En un instant, la vague a tout emporté. Il y a deux mois, le village népalais de Thame, non loin de l'Everest, a été inondé par la rupture d'un lac glaciaire, un phénomène de plus en plus menaçant avec le réchauffement climatique.
Mingma Rita Sherpa n'était pas chez lui lorsqu'un torrent de boue et de débris a traversé le 16 août la localité qui a vu naître le sherpa Tenzing Norgay, premier vainqueur du plus haut sommet du monde avec le Néo-zélandais Edmund Hillary en 1953.
Quand il est revenu du barrage hydroélectrique où il travaille, la moitié des maisons de Thame était détruite. Une école, construite en 1962 par Tenzing Norgay, une clinique et un gîte aussi.
"Il n'y a plus de trace de notre maison. Plus rien", décrit Mingma Rita Sherpa à l'AFP. "Tout ce que nous avions a disparu. Ma sœur aussi a tout perdu".
Par chance, l'inondation n'a fait aucune victime dans ce village du bout de la vallée de Khumbu où font étape les randonneurs qui se pressent sur la fameuse route des "treks" autour de l'Everest.
La vague est partie d'un lac glaciaire situé en amont, à quelque 3.800 m d'altitude. Leur eau peut se déverser brutalement en aval lorsqu'elle franchit la barrière naturelle de glace qui la retient, causant des inondations catastrophiques.
En octobre 2023, plus de 70 personnes avaient été tuées dans le nord-est de l'Inde après l'éclatement d'un des 7.500 lacs glaciaires recensés dans le pays.
Les inondations catastrophiques -- plus de 230 morts et des dégâts considérables -- qui ont frappé Katmandou et sa région au début du mois ont rappelé la vulnérabilité du Népal aux phénomènes climatiques, dont l'intensité et la fréquence sont aggravées par le réchauffement de la planète.
Les scientifiques redoutent que la hausse mondiale des températures, qui fait fondre les glaciers de l'Himalaya à un rythme alarmant, accélère aussi les ruptures de lacs glaciaires.

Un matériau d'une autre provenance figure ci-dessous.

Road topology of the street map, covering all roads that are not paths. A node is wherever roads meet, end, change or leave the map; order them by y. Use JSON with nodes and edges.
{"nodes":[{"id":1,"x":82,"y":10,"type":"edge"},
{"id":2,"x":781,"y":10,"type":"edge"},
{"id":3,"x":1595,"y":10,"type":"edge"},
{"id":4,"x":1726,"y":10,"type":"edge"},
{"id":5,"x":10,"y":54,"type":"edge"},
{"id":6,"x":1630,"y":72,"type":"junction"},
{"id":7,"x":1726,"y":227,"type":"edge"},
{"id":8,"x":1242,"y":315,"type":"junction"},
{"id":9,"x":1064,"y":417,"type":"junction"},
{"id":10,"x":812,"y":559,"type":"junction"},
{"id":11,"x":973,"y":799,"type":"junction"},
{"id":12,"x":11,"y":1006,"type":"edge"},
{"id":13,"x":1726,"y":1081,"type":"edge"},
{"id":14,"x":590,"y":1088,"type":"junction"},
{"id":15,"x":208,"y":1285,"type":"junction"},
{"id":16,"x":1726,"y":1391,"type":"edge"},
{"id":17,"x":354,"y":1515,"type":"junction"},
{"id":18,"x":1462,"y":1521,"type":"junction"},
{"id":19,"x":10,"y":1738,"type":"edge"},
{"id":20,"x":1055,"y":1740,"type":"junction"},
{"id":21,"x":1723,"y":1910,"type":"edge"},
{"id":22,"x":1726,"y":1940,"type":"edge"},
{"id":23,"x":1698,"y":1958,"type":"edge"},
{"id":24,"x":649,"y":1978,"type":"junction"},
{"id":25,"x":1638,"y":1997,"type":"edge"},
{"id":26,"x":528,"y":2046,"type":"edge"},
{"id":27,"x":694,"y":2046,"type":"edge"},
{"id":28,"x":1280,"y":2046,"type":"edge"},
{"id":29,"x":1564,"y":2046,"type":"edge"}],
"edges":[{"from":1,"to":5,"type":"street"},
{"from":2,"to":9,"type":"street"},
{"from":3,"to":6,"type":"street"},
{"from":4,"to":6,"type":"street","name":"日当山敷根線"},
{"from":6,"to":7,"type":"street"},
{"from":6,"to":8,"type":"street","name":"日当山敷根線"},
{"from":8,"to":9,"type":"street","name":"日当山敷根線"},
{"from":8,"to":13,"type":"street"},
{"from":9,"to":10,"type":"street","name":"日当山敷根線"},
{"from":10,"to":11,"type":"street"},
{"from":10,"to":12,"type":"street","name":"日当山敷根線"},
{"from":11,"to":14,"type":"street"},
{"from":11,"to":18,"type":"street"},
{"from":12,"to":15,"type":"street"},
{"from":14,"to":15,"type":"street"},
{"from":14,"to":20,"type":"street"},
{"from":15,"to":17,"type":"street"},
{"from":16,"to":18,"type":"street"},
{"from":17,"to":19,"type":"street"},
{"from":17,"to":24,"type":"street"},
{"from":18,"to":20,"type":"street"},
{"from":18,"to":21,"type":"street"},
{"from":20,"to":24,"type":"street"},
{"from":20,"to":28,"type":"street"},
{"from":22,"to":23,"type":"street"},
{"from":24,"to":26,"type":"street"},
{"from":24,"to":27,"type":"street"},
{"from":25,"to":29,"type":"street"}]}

Depuis l'inondation du mois d'août, de nombreux habitants de Thame se sont réfugiés dans les villages alentour ou installés dans la capitale Katmandou, comme Mingma Rita Sherpa.
- "Pas d'avenir" -
"Certains ont essayé de reconstruire leur maison mais le terrain est instable", rapporte-t-il. "Nous avons peur de rentrer chez nous, il y a encore des lacs au-dessus. La terre fertile a disparu. Il est devenu difficile de s'imaginer un avenir là-bas".
Un employé du village, Mingma Chiri Sherpa, assure que la municipalité a inspecté le terrain et les lacs de la région pour évaluer les risques.
"Notre priorité est d'abord d'aider les victimes (...) à reconstruire ou à se reloger", assure-t-il.
Des centaines de lacs glaciaires se sont formés ces dernières décennies sur les pentes de l'Himalaya.
Le Centre international pour un développement intégré de la montagne (Icimod) en a recensé 2.070 en 2020. Parmi eux, 21 sont considérés comme dangereux pour les populations.
Membre de cette organisation intergouvernementale, le géologue Sudan Bikash Maharjan fait partie de l'équipe qui, grâce aux images satellitaires, a pu attribuer l'inondation de Thame à la rupture d'un lac glaciaire.
"Il faut que nous renforcions notre système de surveillance (...) de façon à pouvoir au moins anticiper et nous préparer", plaide-t-il. "Les risques existent, il faut en informer les populations".
Véritable "village des alpinistes", Thame a accueilli de nombreux habitants prestigieux comme Kami Rita Sherpa, qui a gravi le plus haut sommet du monde pour la 30e fois cette saison.
Avec d'autres, le grimpeur a participé à des levées de fonds pour aider les habitants sinistrés.
"Mais à ce jour, cet endroit n'a plus d'avenir", regrette Kami Rita Sherpa. "Nous sommes en danger. Pas seulement ici à Thame, mais aussi dans de nombreux autres villages en aval".
En vétéran des pentes de l'Everest et des autres sommets de la région, l'alpiniste a constaté lui-même l'impact du réchauffement de la planète.
"La chaîne de l'Himalaya a changé. Nous n'avons pas seulement vu l'impact du changement climatique, nous avons vécu ses dangereuses conséquences", observe-t-il, "il faut réagir".